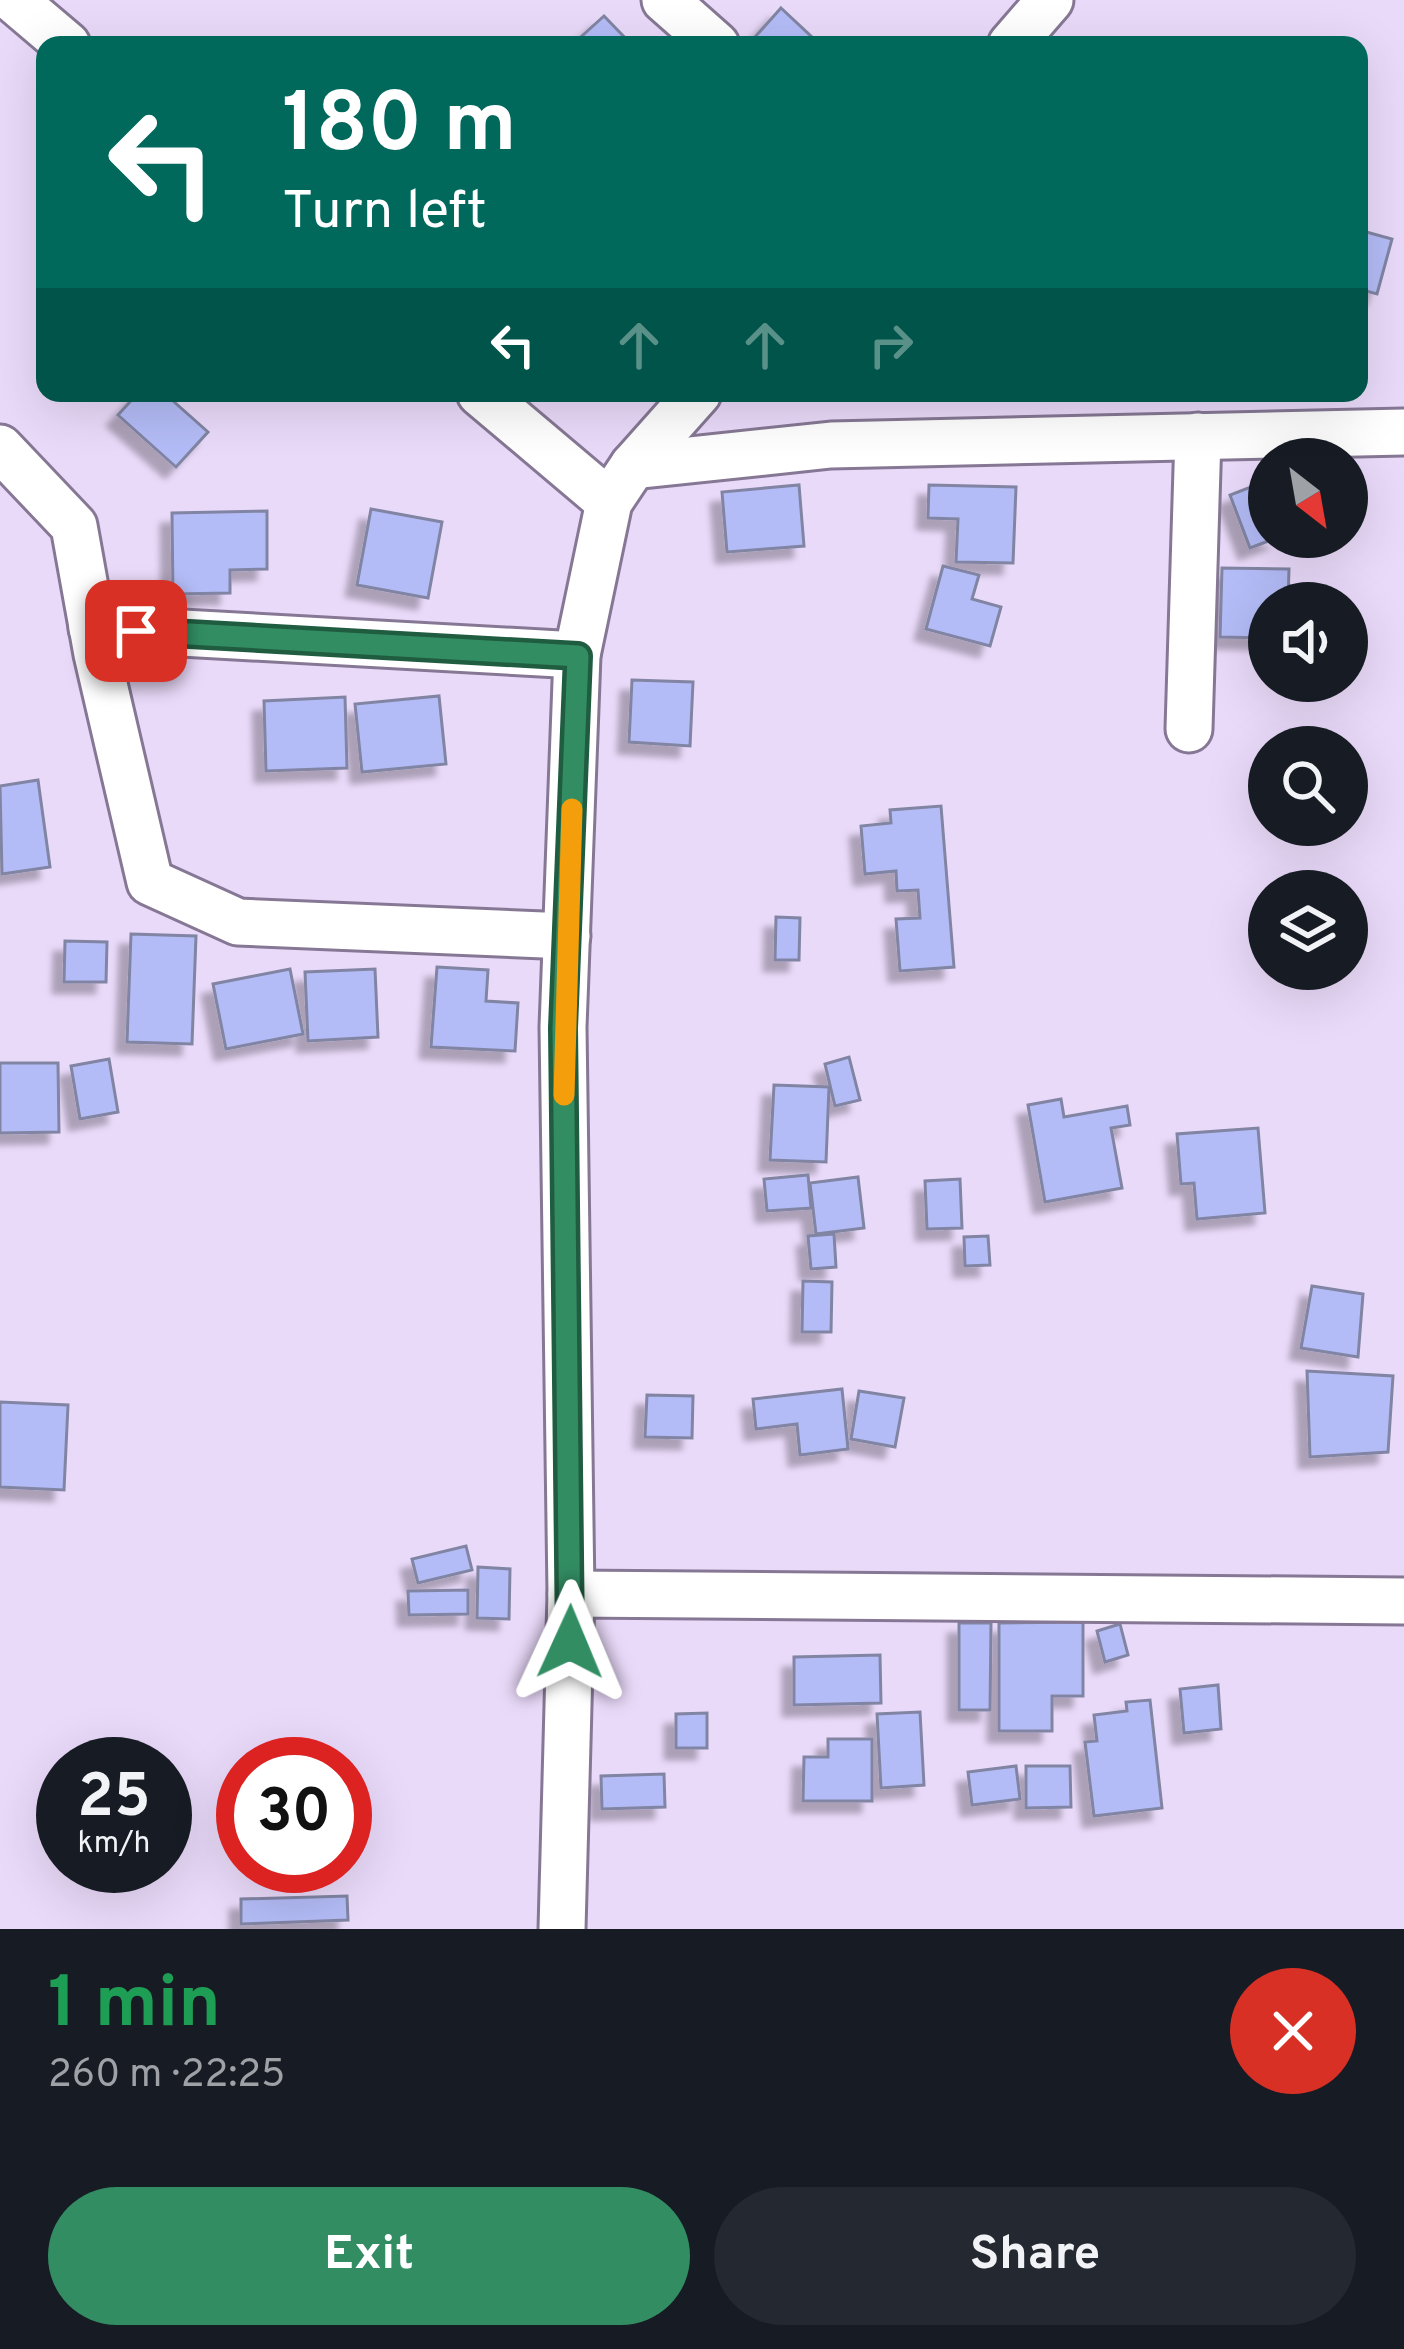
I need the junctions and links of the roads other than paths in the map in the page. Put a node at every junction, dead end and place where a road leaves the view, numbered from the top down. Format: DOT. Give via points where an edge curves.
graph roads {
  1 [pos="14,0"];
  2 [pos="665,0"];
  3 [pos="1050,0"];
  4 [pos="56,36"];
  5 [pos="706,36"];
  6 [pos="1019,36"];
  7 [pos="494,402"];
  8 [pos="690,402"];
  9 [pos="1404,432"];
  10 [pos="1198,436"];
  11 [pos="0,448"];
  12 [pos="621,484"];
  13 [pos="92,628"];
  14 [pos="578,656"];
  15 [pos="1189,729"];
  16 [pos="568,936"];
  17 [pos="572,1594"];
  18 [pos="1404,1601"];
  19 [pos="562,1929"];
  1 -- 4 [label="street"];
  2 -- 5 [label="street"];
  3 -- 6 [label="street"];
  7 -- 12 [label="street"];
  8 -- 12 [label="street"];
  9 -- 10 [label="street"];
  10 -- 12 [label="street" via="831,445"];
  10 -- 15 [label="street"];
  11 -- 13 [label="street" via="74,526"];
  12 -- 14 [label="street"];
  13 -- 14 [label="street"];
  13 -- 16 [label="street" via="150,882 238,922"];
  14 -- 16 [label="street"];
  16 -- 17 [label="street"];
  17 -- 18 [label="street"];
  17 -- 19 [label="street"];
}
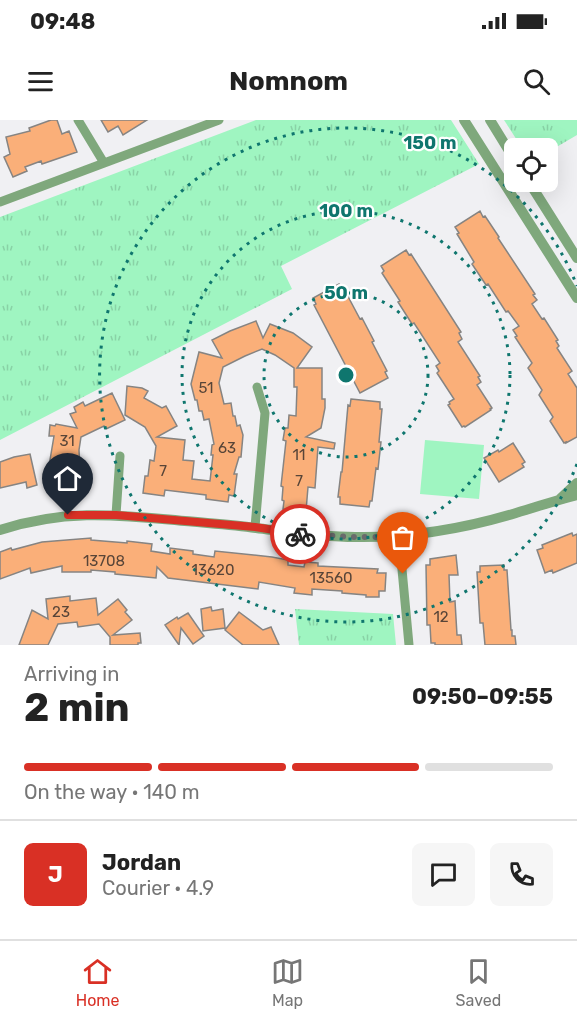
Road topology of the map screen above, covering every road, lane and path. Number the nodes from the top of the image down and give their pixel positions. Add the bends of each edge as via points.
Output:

Exercise instructions: Restate the records in full and word for word, but keep the pictures out.

Written response:
I need the junctions and links of the roads other than paths in the map in the page. Put a node at every junction, dead end and place where a road leaves the view, numbered from the top down. Format: DOT. Give via points where an edge curves.
graph roads {
  1 [pos="14,0"];
  2 [pos="665,0"];
  3 [pos="1050,0"];
  4 [pos="56,36"];
  5 [pos="706,36"];
  6 [pos="1019,36"];
  7 [pos="494,402"];
  8 [pos="690,402"];
  9 [pos="1404,432"];
  10 [pos="1198,436"];
  11 [pos="0,448"];
  12 [pos="621,484"];
  13 [pos="92,628"];
  14 [pos="578,656"];
  15 [pos="1189,729"];
  16 [pos="568,936"];
  17 [pos="572,1594"];
  18 [pos="1404,1601"];
  19 [pos="562,1929"];
  1 -- 4 [label="street"];
  2 -- 5 [label="street"];
  3 -- 6 [label="street"];
  7 -- 12 [label="street"];
  8 -- 12 [label="street"];
  9 -- 10 [label="street"];
  10 -- 12 [label="street" via="831,445"];
  10 -- 15 [label="street"];
  11 -- 13 [label="street" via="74,526"];
  12 -- 14 [label="street"];
  13 -- 14 [label="street"];
  13 -- 16 [label="street" via="150,882 238,922"];
  14 -- 16 [label="street"];
  16 -- 17 [label="street"];
  17 -- 18 [label="street"];
  17 -- 19 [label="street"];
}
Road topology of the map screen above, covering every road, lane and path. Number the nodes from the top of the image down and give their pixel positions. Add the bends of each edge as via points.
Output:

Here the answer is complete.